While saying it’s fine to give antitrust scrutiny to a large company, Summers suggested that Trump is singling out Amazon because Chief Executive Officer Jeff Bezos owns the Washington Post newspaper, whose coverage has drawn the president’s ire.
“What is not the job of the president of the United States is to go on a jihad against a company because he does not like the activities of a newspaper that is privately owned by its CEO,” Summers, who served Democratic presidents, said on CNN’s “Fareed Zakaria GPS.”
“It is something that should be deeply concerning to business people everywhere,” said Summers. He added that Trump is shifting the U.S. approach to business from the rule of law to the “rule of deals” with ad-hoc attacks on Amazon and other companies.
Trump has criticized Amazon in tweets during the past two weeks, accusing the online retail giant of dodging taxes and cheating the U.S. Postal Service. He’s also accused Amazon of using the Washington Post as its “chief lobbyist.”
‘Made Up Garbage’
On Sunday, Trump tweeted that “the Washington Post is far more fiction than fact. Story after story is made up garbage.”

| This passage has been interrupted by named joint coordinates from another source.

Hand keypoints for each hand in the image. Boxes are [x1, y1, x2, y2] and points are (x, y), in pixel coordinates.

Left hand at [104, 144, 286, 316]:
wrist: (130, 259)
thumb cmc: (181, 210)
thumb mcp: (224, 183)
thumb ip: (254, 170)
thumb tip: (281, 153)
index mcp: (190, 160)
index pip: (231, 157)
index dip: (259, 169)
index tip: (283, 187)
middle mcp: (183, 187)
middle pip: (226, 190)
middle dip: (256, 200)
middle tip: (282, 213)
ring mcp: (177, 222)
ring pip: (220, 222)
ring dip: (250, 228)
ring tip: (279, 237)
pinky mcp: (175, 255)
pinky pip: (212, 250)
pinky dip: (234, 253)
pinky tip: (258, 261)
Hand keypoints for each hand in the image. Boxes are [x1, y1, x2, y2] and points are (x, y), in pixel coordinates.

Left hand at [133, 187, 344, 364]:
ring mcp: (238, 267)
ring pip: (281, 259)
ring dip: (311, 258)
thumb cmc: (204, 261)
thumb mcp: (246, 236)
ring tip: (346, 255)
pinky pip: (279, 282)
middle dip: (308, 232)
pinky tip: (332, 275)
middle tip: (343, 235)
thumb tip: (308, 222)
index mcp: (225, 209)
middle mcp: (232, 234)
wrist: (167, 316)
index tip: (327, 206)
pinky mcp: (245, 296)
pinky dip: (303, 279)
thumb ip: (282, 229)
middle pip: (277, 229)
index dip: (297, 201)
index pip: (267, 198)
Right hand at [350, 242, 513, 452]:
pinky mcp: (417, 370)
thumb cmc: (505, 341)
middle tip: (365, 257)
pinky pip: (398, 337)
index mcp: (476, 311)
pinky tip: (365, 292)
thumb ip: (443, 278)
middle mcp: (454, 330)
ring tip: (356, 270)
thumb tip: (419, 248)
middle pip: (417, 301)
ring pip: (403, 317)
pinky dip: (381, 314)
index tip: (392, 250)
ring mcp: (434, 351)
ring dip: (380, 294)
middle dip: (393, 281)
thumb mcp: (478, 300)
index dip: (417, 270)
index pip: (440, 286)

Summers compared those attacks to what happened in Italy under the dictator Mussolini. It shouldn’t be the case in a U.S. democracy that “one company can be singled out at one moment, and another company can be singled out at another moment,” he said.

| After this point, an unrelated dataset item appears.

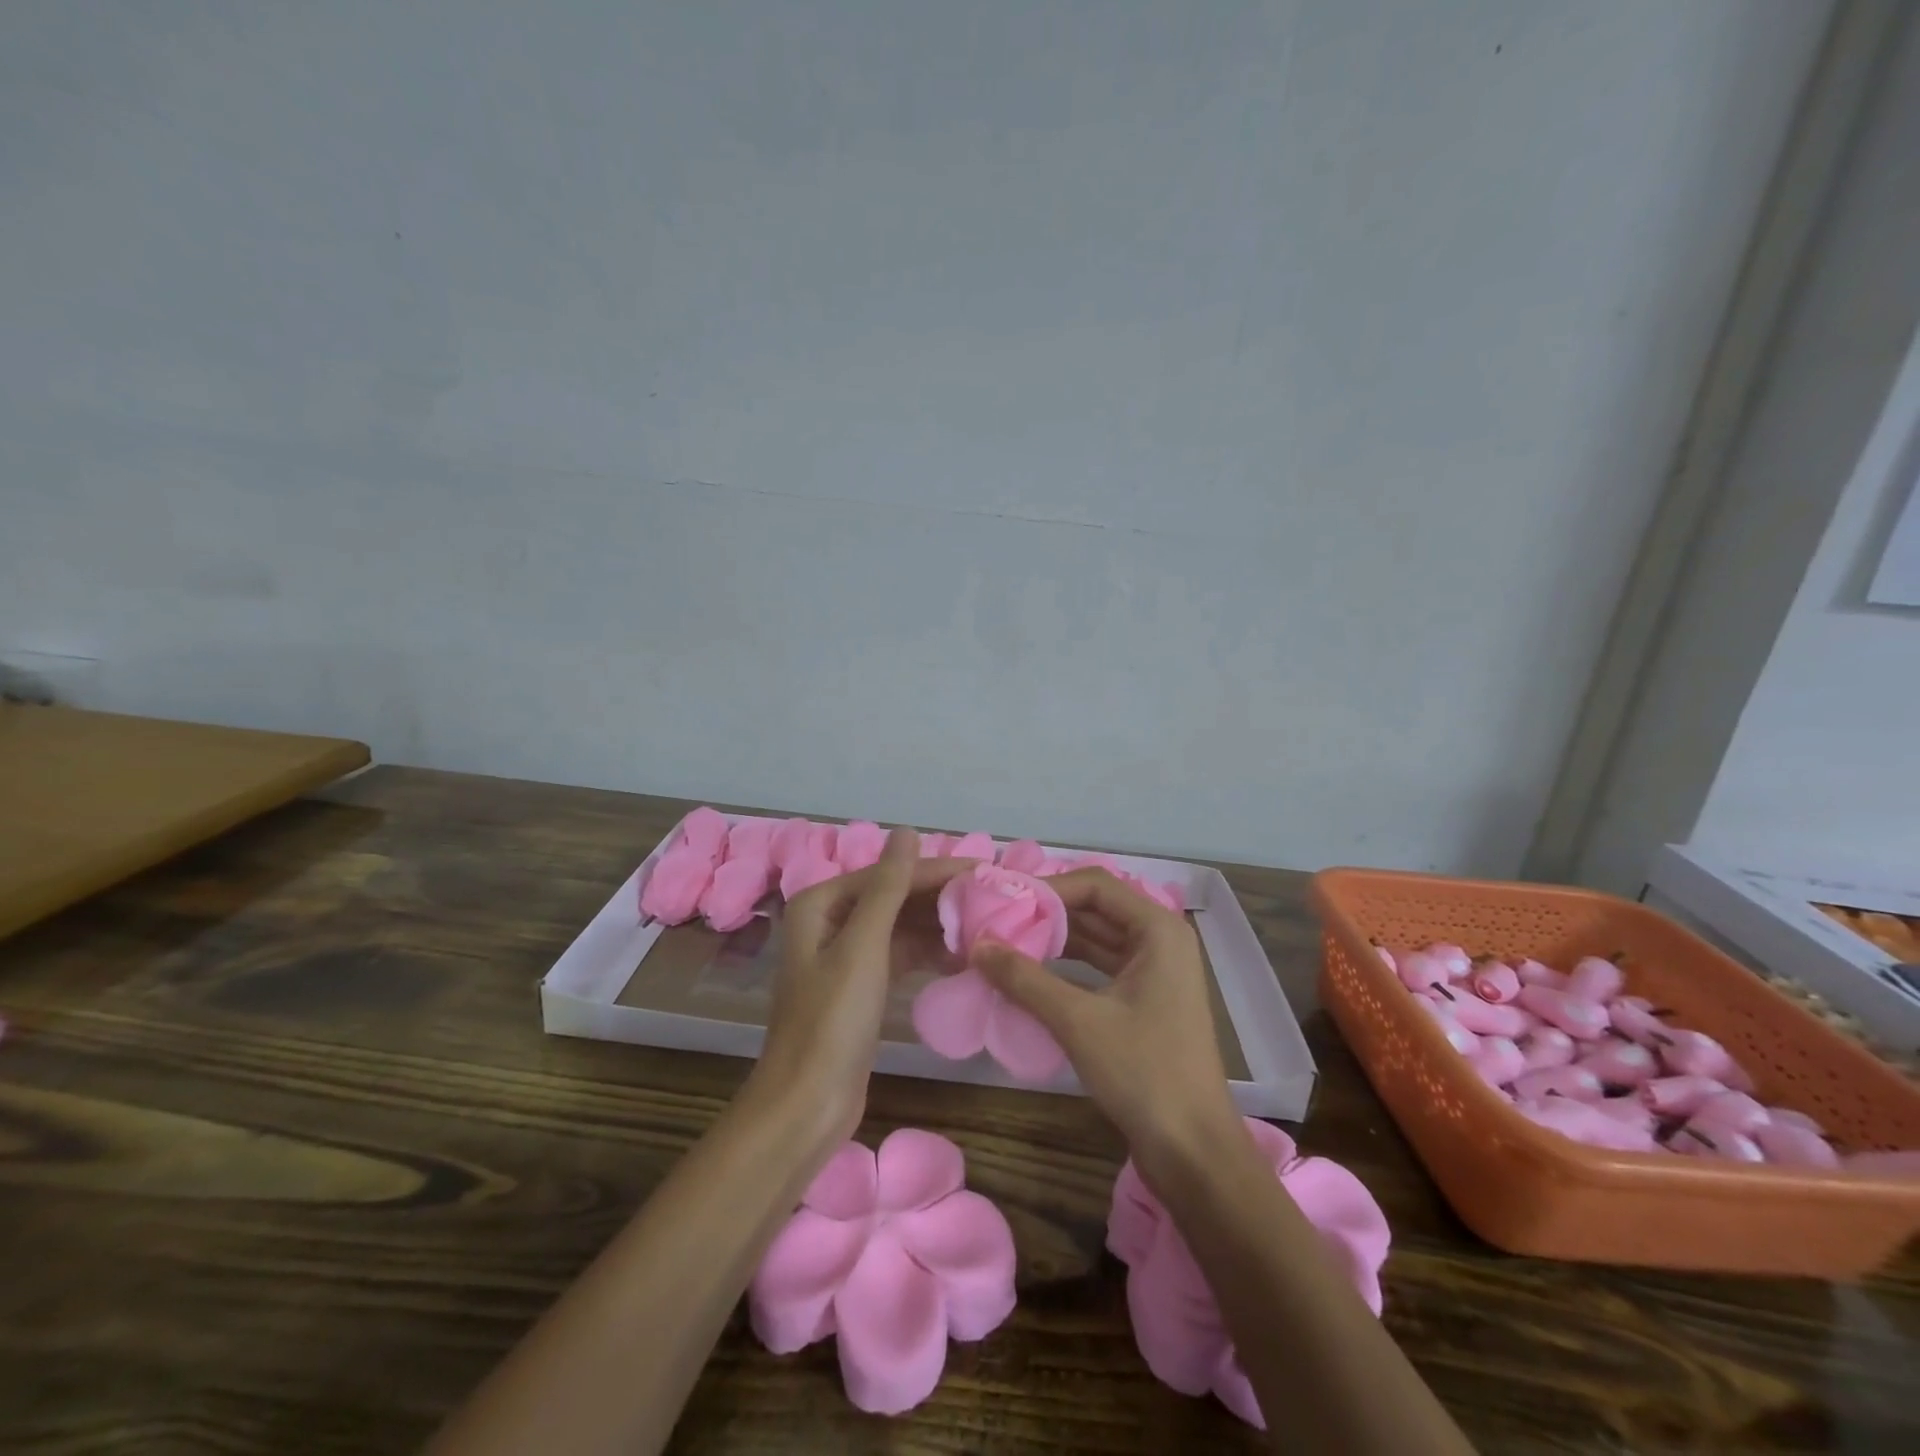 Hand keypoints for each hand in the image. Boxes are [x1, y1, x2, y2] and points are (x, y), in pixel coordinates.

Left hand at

Treasury Secretary Steven Mnuchin said last week that Trump’s criticisms of Amazon have nothing to do with the Washington Post’s coverage. Larry Kudlow, head of the White House National Economic Council, said Trump just wants “a level playing field” collecting taxes from Internet retailers and that Amazon, whose shares have fallen 13 percent since peaking on March 13 — isn’t at risk.
“It’s a strong company,” Kudlow said. “It’s going to remain a strong company.”